- **WHAT TO PRODUCE**: In the data below, which lines contain "Lezgin"? List them by copying each one.

SUPPLIED INFORMATION below:

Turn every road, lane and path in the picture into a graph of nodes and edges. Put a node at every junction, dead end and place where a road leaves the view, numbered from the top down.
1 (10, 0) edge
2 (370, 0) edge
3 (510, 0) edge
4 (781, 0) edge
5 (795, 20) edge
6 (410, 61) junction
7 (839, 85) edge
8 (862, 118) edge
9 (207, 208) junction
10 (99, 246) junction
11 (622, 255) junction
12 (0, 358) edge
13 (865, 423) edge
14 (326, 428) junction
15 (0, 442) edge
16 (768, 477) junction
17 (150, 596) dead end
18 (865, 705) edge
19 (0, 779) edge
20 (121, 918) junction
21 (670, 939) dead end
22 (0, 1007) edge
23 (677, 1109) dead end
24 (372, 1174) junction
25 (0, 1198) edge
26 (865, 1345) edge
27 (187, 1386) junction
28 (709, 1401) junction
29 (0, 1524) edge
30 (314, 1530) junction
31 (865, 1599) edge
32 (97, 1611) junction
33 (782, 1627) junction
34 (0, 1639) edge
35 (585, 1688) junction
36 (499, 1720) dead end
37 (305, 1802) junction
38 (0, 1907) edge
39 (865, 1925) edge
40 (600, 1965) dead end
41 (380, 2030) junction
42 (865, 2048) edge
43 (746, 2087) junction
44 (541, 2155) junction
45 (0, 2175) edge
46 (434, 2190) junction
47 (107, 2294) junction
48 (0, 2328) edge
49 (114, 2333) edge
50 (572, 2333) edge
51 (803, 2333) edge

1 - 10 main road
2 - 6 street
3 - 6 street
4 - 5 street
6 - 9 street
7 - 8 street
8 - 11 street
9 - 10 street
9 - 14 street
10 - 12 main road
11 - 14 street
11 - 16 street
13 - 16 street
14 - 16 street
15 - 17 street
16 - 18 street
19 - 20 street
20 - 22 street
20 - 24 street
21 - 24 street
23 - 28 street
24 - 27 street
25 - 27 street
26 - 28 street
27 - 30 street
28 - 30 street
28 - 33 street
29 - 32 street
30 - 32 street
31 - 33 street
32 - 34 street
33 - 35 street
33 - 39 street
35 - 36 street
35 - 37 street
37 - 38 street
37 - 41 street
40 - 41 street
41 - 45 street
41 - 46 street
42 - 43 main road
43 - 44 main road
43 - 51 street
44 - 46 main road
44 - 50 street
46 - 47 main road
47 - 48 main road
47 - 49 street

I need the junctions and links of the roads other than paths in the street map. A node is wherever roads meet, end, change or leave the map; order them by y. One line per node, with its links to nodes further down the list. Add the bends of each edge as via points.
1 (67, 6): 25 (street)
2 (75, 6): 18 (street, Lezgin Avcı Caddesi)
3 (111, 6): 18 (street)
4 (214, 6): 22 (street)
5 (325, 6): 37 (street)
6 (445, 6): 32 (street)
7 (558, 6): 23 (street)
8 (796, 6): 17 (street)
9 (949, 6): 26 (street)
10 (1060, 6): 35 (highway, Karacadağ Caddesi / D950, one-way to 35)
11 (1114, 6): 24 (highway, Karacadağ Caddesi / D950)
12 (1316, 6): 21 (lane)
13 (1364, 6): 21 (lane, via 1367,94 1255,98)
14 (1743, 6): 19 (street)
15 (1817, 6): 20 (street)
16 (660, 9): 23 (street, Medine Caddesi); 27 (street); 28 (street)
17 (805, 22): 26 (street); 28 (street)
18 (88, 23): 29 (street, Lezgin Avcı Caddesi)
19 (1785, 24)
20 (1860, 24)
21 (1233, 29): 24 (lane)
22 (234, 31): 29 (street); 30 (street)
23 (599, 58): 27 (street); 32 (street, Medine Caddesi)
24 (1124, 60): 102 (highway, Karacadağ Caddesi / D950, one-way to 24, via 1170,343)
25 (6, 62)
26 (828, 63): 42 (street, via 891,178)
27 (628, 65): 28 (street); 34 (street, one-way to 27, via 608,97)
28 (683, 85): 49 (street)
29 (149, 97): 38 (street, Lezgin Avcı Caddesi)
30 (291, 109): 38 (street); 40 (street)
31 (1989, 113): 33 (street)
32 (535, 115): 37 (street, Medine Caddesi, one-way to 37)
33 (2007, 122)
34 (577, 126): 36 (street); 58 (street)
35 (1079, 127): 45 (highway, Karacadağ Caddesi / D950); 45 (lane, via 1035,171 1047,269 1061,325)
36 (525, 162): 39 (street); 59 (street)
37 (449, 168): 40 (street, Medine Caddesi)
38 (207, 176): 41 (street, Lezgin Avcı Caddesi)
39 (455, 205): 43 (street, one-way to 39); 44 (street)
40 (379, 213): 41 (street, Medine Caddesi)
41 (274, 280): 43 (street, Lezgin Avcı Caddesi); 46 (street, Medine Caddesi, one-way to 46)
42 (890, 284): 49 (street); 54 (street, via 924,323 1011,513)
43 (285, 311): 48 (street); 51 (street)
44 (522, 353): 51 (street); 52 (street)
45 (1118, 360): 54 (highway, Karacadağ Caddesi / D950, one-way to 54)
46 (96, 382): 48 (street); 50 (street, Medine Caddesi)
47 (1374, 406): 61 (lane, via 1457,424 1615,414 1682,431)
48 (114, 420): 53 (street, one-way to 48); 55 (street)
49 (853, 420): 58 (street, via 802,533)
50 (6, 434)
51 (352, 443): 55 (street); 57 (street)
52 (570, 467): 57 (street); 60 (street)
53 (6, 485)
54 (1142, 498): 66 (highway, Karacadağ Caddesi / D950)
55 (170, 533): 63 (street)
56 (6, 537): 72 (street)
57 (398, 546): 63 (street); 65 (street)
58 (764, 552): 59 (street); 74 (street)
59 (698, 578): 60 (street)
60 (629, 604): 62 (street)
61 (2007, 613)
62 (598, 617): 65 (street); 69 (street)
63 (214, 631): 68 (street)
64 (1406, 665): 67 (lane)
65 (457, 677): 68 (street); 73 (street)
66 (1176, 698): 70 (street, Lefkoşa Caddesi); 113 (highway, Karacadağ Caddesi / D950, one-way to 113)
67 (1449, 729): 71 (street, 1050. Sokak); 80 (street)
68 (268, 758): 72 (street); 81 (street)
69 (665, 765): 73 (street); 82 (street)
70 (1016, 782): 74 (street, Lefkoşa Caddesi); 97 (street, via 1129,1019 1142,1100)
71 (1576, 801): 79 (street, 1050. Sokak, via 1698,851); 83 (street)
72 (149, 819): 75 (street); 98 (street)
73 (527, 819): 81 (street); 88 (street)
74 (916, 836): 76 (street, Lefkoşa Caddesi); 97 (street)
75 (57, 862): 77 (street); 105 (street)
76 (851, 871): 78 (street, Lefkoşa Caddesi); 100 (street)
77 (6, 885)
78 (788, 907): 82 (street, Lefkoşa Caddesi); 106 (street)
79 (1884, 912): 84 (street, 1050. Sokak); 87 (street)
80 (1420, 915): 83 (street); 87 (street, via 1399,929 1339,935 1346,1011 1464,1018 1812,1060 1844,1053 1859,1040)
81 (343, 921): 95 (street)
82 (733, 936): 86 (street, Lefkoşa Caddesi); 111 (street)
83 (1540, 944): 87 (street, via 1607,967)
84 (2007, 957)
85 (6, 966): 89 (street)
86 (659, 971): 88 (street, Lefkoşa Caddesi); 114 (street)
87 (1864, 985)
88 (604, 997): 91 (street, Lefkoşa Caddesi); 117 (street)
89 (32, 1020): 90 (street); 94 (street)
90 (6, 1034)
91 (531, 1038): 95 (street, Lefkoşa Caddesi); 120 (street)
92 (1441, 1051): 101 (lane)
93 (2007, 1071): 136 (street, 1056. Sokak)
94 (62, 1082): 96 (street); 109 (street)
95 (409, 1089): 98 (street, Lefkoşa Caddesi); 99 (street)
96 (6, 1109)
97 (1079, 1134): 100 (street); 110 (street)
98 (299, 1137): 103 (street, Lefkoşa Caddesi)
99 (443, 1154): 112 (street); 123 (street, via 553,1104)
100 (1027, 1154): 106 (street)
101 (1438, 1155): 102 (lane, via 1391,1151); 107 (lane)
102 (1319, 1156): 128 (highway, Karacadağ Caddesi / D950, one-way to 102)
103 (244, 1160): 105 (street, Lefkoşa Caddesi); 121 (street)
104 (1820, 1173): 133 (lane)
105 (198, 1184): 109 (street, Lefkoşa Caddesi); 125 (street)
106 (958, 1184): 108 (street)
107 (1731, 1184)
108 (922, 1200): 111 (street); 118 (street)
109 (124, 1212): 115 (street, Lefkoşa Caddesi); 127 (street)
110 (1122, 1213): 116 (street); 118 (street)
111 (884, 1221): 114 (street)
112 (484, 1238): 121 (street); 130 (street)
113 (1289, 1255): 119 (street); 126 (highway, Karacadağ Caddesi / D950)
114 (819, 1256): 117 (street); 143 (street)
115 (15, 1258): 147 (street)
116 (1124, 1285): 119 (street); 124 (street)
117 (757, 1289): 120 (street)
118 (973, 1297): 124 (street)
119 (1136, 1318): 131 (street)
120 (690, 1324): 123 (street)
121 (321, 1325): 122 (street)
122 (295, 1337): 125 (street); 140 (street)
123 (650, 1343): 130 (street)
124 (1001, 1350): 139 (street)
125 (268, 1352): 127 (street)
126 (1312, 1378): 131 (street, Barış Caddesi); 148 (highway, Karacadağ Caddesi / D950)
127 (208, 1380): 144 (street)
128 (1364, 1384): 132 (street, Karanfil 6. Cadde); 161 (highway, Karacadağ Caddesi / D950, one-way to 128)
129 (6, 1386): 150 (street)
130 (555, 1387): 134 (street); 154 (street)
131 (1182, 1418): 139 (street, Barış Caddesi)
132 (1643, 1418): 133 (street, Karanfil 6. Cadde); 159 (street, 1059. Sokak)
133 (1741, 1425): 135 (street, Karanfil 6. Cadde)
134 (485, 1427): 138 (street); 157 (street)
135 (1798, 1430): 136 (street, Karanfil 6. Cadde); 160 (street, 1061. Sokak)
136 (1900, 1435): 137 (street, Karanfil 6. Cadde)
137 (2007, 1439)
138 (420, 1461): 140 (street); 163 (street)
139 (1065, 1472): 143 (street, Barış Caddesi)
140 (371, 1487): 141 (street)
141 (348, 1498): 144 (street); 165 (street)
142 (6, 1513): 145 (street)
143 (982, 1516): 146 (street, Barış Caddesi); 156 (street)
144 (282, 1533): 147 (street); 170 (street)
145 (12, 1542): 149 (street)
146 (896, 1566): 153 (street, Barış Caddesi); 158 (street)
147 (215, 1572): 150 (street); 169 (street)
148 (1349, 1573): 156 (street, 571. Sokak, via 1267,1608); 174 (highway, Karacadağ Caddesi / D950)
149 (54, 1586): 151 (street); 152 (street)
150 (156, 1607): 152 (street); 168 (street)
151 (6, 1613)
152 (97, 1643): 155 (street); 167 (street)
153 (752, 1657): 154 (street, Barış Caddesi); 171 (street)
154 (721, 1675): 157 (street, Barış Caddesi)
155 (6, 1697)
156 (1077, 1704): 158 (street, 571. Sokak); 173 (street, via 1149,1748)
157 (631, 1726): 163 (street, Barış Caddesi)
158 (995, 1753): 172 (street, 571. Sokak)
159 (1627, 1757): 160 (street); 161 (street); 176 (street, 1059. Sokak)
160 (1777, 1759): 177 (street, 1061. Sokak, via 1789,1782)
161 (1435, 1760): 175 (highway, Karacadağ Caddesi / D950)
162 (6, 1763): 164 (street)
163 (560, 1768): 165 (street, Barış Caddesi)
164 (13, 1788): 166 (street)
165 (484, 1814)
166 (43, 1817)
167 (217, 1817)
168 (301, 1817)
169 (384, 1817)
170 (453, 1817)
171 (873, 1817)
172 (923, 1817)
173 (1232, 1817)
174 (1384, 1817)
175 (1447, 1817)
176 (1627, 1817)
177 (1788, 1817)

End of SUPPLIED INFORMATION.

- **TASK OUTPUT**:
2 (75, 6): 18 (street, Lezgin Avcı Caddesi)
18 (88, 23): 29 (street, Lezgin Avcı Caddesi)
29 (149, 97): 38 (street, Lezgin Avcı Caddesi)
38 (207, 176): 41 (street, Lezgin Avcı Caddesi)
41 (274, 280): 43 (street, Lezgin Avcı Caddesi); 46 (street, Medine Caddesi, one-way to 46)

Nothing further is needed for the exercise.